Generate SBOMs in both major formats if your consumer ecosystem requires it. CycloneDX and SPDX have different toolchain support. If your vulnerability management platform requires one and your customers require the other, generate both. The generation overhead is low; format conversion after the fact introduces potential data loss.
Frequently Asked Questions
Why do different SBOM generation tools produce different results for the same container image?
Different tools use different detection strategies: some scan OS package manager databases (dpkg, rpm, apk), others analyze language-specific manifest files, and some perform binary analysis of compiled artifacts. Each approach captures packages the others may miss. A Syft scan and a cdxgen scan of the same image can produce different package counts because they detect packages through different mechanisms—validating your chosen tool against images with known inventories is essential before relying on its output.
What are the most common pitfalls in generating accurate SBOMs for container images?
The three most common pitfalls are missing base image components (generating SBOMs only from application layers and missing OS-level packages like libssl), stale SBOMs from infrequent regeneration (filing a SBOM once rather than generating it on every build), and generating SBOMs from pre-hardening images (documenting packages that the hardening process will remove, overstating the actual component inventory of what runs in production).
How does container hardening improve SBOM accuracy?

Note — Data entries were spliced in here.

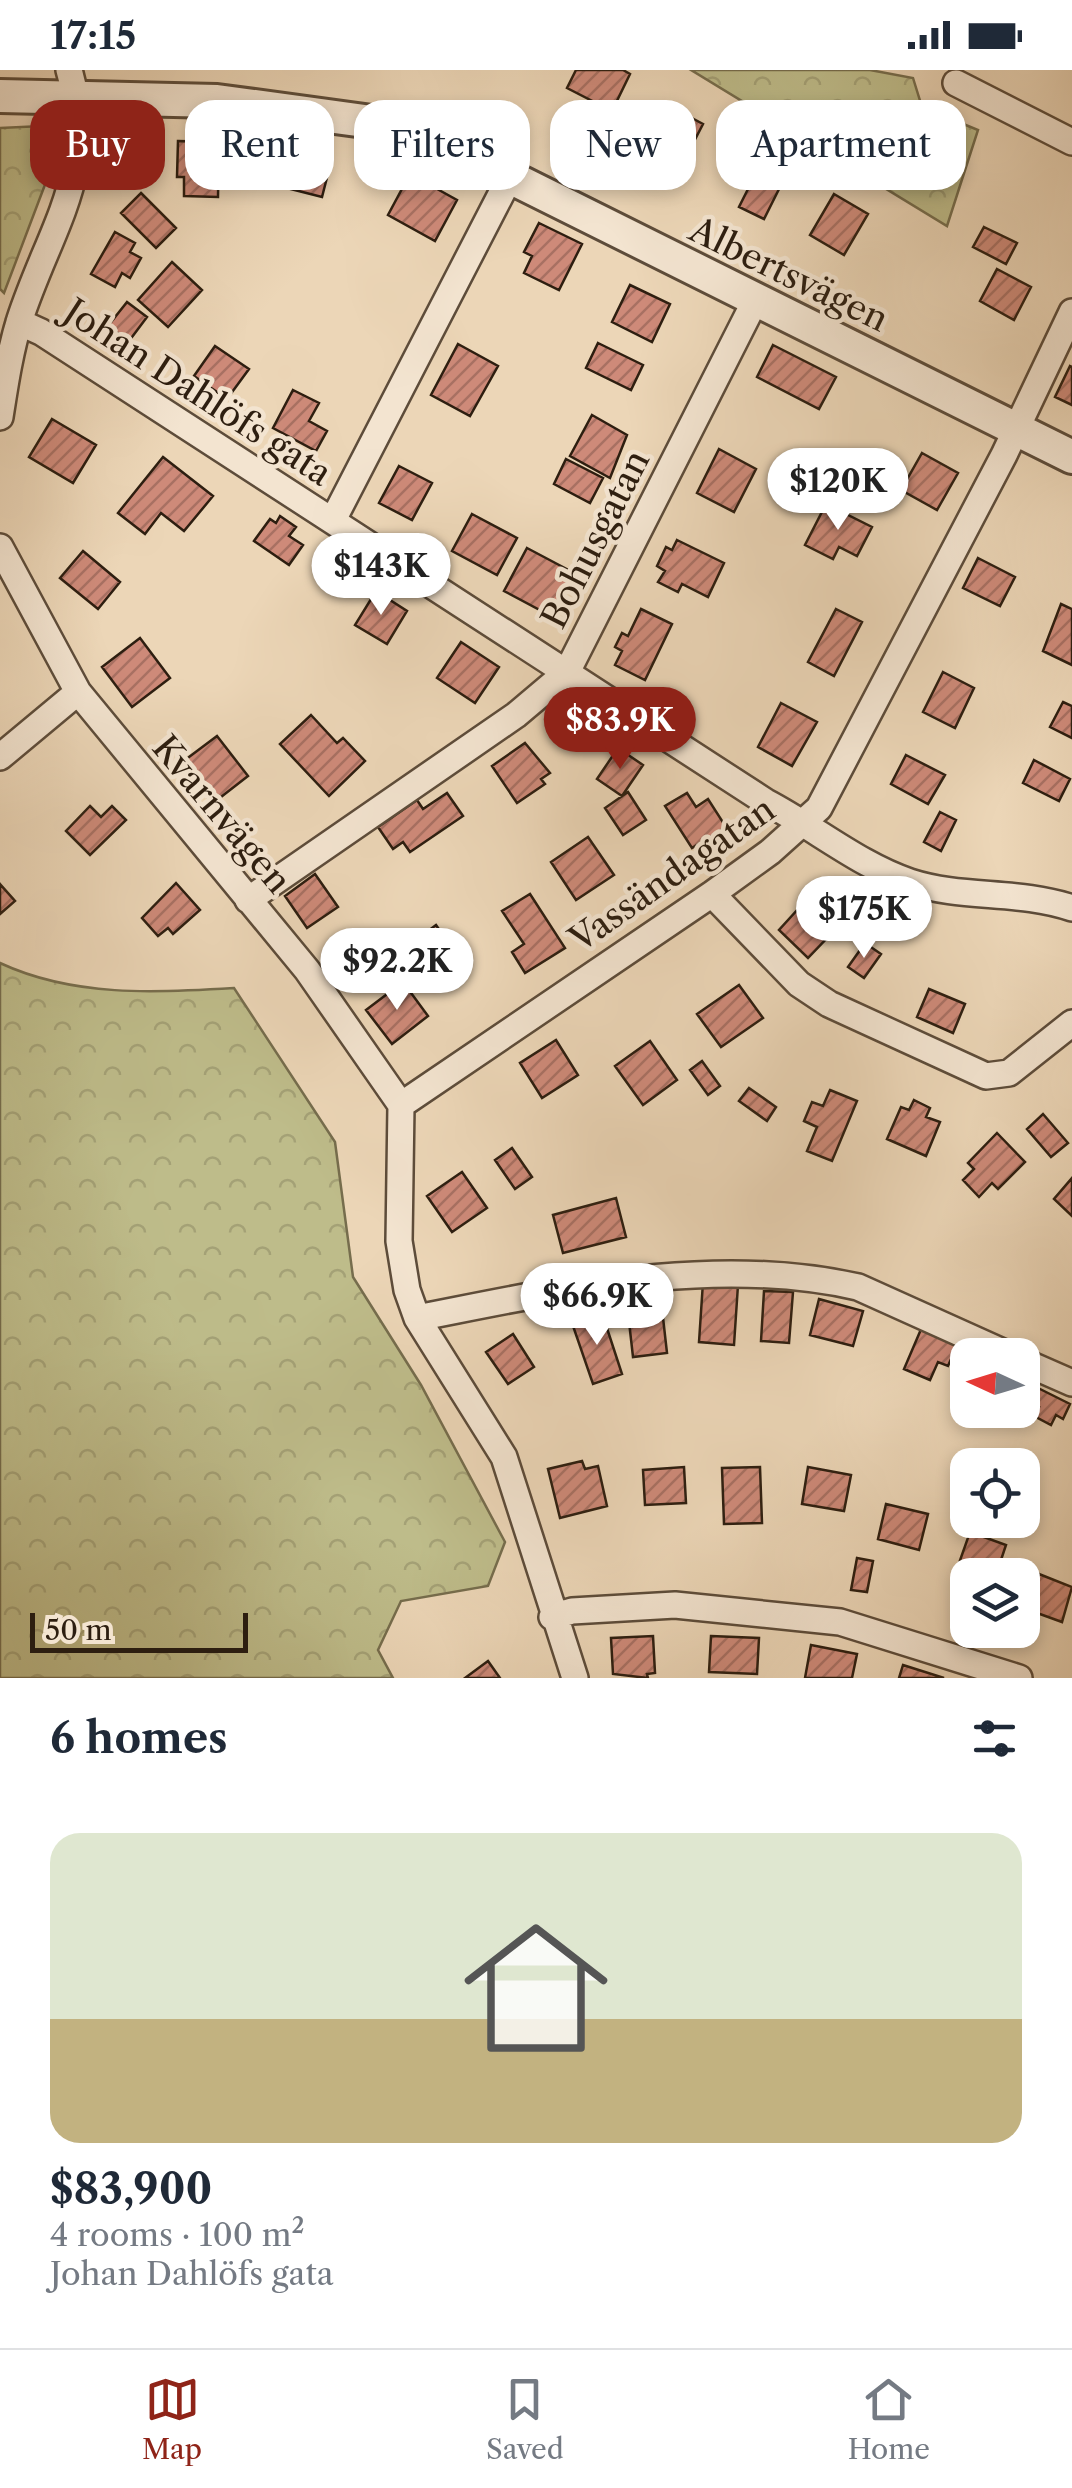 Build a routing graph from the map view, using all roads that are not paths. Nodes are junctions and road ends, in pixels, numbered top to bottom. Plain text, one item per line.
1 (956, 83) dead end
2 (72, 84) edge
3 (0, 96) edge
4 (354, 120) edge
5 (1072, 142) edge
6 (530, 188) edge
7 (504, 190) edge
8 (754, 303) junction
9 (1072, 312) edge
10 (19, 322) junction
11 (0, 418) edge
12 (1016, 429) junction
13 (1072, 457) edge
14 (333, 520) junction
15 (0, 547) edge
16 (567, 672) junction
17 (78, 692) junction
18 (0, 757) edge
19 (805, 823) junction
20 (712, 894) junction
21 (248, 900) junction
22 (1072, 908) edge
23 (1072, 1023) edge
24 (401, 1105) junction
25 (416, 1318) junction
26 (971, 1338) edge
27 (1040, 1369) edge
28 (1072, 1383) edge
29 (552, 1617) junction
30 (575, 1678) edge
31 (1019, 1678) edge

1 - 5 street
2 - 3 street, Albertsvägen
2 - 4 street, Albertsvägen
2 - 10 street
6 - 8 street, Albertsvägen
7 - 14 street
8 - 12 street, Albertsvägen
8 - 16 street, Bohusgatan
9 - 12 street, Vassändagatan
10 - 11 street
10 - 14 street, Johan Dahlöfs gata
12 - 13 street, Albertsvägen
12 - 19 street, Vassändagatan
14 - 16 street, Johan Dahlöfs gata
15 - 17 street, Kvarnvägen
16 - 19 street, Johan Dahlöfs gata
16 - 21 street, Bohusgatan
17 - 18 street
17 - 21 street, Kvarnvägen
19 - 20 street, Vassändagatan
19 - 22 street, Johan Dahlöfs gata
20 - 23 street
20 - 24 street, Vassändagatan
21 - 24 street, Kvarnvägen
24 - 25 street
25 - 26 street
25 - 29 street
27 - 28 street
29 - 30 street
29 - 31 street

Hardening removes unused packages from a container image before SBOM generation, shrinking the gap between what’s present in the image and what actually executes at runtime. A hardened image that carries only packages the application uses produces a SBOM that is both complete and accurate for risk assessment—100 components that are mostly active is a more useful security artifact than 400 components where 300 never load. The combination of hardening and post-hardening SBOM generation produces the most actionable component inventory.
Should SBOMs for container images be generated in CycloneDX or SPDX format?
The choice depends on your downstream consumers. CycloneDX has stronger support in vulnerability management platforms like Dependency Track and native VEX integration for expressing non-exploitability assertions. SPDX has stronger support in legal review workflows and some federal procurement contexts. If your tool chain supports dual output and your consumer base requires both, generating both formats is practical—the generation overhead is low, while post-generation format conversion risks data loss.
The Accuracy Improvement from Hardening
Hardened container images produce more accurate SBOMs for a specific reason: the gap between what’s in the image and what executes is smaller. A hardened image that has had unused packages removed carries only what the application uses. The SBOM for a hardened image is a more accurate representation of the application’s actual runtime dependency surface than the SBOM for an unhardened image.
The accuracy improvement isn’t just about completeness—it’s about relevance. An SBOM with 400 components where 300 never execute is technically complete but practically misleading for risk assessment. An SBOM with 100 components where 90 execute is both complete and accurate for risk assessment purposes.
The combination of hardening (which removes unused packages) and SBOM generation (which documents what remains) produces the smallest, most accurate, most actionable component inventory. That combination is where SBOM accuracy improvements are most practically realized.